Faded Violet vs Shoji White
Faded Violet is a Benjamin Moore color while Shoji White comes from Sherwin-Williams. Hue-wise, Faded Violet belongs to the blue-grey family and Shoji White to the beige-greige family. At LRV 74 vs 29, Shoji White will read as the brighter of the two — a 45-point gap that matters most in north-facing or low-light rooms. The tonal difference — Faded Violet's blue character against Shoji White's warm — becomes most visible against white trim or in morning light. At ΔE 33.7, these are genuinely distinct colors — a strong contrast if used together, or a meaningful choice between two different directions. Below you'll find 1 real-room photo comparison where both colors appear side by side, plus 5 simulated room previews.

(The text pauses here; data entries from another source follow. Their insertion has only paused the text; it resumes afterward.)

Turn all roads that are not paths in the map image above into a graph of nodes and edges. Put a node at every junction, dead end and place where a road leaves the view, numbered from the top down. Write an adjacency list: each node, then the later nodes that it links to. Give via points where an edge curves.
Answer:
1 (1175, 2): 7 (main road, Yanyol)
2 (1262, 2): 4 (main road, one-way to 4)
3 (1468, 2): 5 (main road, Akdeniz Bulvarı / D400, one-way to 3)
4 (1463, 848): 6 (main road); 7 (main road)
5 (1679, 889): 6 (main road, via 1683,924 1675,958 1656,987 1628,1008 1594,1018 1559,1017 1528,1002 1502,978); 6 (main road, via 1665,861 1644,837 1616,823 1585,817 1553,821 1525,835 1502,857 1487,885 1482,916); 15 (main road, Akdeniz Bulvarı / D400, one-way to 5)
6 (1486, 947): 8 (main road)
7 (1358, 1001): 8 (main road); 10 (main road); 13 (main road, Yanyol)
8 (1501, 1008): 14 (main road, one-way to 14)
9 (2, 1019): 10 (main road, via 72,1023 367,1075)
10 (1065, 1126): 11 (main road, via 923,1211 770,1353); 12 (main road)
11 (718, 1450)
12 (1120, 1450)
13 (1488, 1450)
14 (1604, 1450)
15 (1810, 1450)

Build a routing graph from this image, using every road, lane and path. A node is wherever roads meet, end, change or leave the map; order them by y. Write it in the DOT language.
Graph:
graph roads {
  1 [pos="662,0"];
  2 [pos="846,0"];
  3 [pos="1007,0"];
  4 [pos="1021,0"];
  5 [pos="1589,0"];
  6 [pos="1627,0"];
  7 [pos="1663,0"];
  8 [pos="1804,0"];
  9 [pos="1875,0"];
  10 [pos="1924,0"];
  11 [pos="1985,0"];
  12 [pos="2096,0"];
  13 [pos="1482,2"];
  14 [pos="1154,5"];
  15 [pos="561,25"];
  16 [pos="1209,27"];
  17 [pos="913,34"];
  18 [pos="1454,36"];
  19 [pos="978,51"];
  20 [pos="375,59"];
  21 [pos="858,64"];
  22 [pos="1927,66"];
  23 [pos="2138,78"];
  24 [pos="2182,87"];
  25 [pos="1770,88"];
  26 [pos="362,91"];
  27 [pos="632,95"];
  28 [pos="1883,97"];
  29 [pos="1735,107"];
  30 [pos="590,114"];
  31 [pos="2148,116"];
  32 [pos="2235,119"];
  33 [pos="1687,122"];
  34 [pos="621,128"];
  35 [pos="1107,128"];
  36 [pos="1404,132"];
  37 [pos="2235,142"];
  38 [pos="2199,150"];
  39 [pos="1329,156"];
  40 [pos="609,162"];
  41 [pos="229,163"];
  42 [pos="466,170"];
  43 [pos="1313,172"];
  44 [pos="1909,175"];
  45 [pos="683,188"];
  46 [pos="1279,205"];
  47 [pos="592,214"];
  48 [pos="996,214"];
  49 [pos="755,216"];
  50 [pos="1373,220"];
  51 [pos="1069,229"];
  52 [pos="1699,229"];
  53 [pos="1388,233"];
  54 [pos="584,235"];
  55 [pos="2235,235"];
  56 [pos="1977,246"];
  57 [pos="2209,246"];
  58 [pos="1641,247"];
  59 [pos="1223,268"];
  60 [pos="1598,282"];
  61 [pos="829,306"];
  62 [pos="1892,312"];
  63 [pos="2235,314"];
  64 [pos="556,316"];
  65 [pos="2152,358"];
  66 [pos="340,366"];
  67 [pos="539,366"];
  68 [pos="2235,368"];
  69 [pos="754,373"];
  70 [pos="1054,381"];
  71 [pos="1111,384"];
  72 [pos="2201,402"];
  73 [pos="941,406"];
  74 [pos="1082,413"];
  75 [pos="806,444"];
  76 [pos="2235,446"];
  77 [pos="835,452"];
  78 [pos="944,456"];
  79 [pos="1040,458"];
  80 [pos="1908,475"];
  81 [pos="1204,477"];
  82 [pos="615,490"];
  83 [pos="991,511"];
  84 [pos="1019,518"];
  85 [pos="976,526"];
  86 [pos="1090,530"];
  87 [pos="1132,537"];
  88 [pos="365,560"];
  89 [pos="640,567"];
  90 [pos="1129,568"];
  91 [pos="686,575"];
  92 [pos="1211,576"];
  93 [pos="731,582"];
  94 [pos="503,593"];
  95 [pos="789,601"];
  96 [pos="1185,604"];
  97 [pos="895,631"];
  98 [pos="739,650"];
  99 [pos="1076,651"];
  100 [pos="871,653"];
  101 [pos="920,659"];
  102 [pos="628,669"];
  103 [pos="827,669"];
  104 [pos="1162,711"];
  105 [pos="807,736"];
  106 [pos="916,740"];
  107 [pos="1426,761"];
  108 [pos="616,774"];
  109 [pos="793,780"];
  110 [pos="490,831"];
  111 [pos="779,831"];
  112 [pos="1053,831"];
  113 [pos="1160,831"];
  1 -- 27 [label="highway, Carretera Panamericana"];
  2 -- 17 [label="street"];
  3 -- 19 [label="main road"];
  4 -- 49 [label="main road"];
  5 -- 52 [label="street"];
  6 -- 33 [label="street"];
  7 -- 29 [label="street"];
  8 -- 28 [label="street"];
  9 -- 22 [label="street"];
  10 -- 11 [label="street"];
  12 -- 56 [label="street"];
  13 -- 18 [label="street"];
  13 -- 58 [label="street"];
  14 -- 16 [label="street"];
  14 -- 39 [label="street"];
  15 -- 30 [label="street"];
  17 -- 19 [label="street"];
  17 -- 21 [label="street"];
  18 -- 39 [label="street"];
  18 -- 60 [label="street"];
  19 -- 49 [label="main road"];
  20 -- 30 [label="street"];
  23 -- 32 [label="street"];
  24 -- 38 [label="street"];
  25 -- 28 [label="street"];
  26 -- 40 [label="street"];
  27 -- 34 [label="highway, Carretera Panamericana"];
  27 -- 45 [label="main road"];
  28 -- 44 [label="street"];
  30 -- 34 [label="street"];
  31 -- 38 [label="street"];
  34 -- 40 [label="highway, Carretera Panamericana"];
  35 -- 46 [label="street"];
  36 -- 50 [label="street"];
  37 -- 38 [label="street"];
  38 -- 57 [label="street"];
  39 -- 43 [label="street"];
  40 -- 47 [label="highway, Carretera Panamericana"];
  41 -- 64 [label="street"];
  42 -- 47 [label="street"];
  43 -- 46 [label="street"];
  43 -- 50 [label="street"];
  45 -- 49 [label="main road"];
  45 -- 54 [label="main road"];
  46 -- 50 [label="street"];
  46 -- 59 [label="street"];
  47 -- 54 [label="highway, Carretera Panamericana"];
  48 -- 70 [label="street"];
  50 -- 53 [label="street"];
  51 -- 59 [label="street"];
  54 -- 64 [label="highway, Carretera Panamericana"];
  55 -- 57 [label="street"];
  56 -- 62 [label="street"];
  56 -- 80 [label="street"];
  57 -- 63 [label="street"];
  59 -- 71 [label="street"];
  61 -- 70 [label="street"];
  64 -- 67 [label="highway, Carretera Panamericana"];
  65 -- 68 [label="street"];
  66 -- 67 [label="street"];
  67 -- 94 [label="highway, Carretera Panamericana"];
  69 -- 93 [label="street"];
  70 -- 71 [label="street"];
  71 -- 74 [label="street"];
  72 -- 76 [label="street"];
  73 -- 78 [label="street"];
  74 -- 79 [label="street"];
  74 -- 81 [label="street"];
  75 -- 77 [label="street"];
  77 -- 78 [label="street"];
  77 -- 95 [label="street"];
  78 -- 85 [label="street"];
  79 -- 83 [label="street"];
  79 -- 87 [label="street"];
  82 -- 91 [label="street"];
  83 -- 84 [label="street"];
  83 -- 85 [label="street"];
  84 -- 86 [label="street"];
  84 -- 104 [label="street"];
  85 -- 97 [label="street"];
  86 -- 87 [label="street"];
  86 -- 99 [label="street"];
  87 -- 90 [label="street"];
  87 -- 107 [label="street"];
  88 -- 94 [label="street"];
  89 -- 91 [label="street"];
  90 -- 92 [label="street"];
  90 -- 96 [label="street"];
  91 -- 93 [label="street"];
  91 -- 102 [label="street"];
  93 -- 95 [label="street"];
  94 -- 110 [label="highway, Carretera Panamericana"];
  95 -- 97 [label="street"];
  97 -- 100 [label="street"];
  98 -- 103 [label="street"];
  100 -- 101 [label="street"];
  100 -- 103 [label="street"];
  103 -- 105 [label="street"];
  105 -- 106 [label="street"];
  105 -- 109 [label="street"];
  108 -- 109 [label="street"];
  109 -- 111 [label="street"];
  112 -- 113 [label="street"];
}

Faded Violet vs Shoji White in Real Spaces
1 real room side by side. Seeing Faded Violet and Shoji White in actual rooms makes the difference concrete; browse the spaces below to get a feel for how each color lives on a wall.
Bedroom
Bedroom walls are often seen under warm artificial light, a context that shifts both colors from how they look on a chip. The LRV gap is large enough that Shoji White will make the room feel meaningfully brighter than Faded Violet would.
Color Details
Faded Violet vs Shoji White Simulated Comparison
5 simulated room previews — drag the slider on each to see Faded Violet on one side and Shoji White on the other.
Digital color is approximate. These simulations are generated from the manufacturer's hex values and overlaid on grayscale room photos — your screen's calibration, brightness, and viewing angle all affect how they render. Before committing to either color, test physical samples in your own space under the light you actually live with.
More Faded Violet comparisons
See how Faded Violet stacks up against other well-photographed colors across different brands and tones.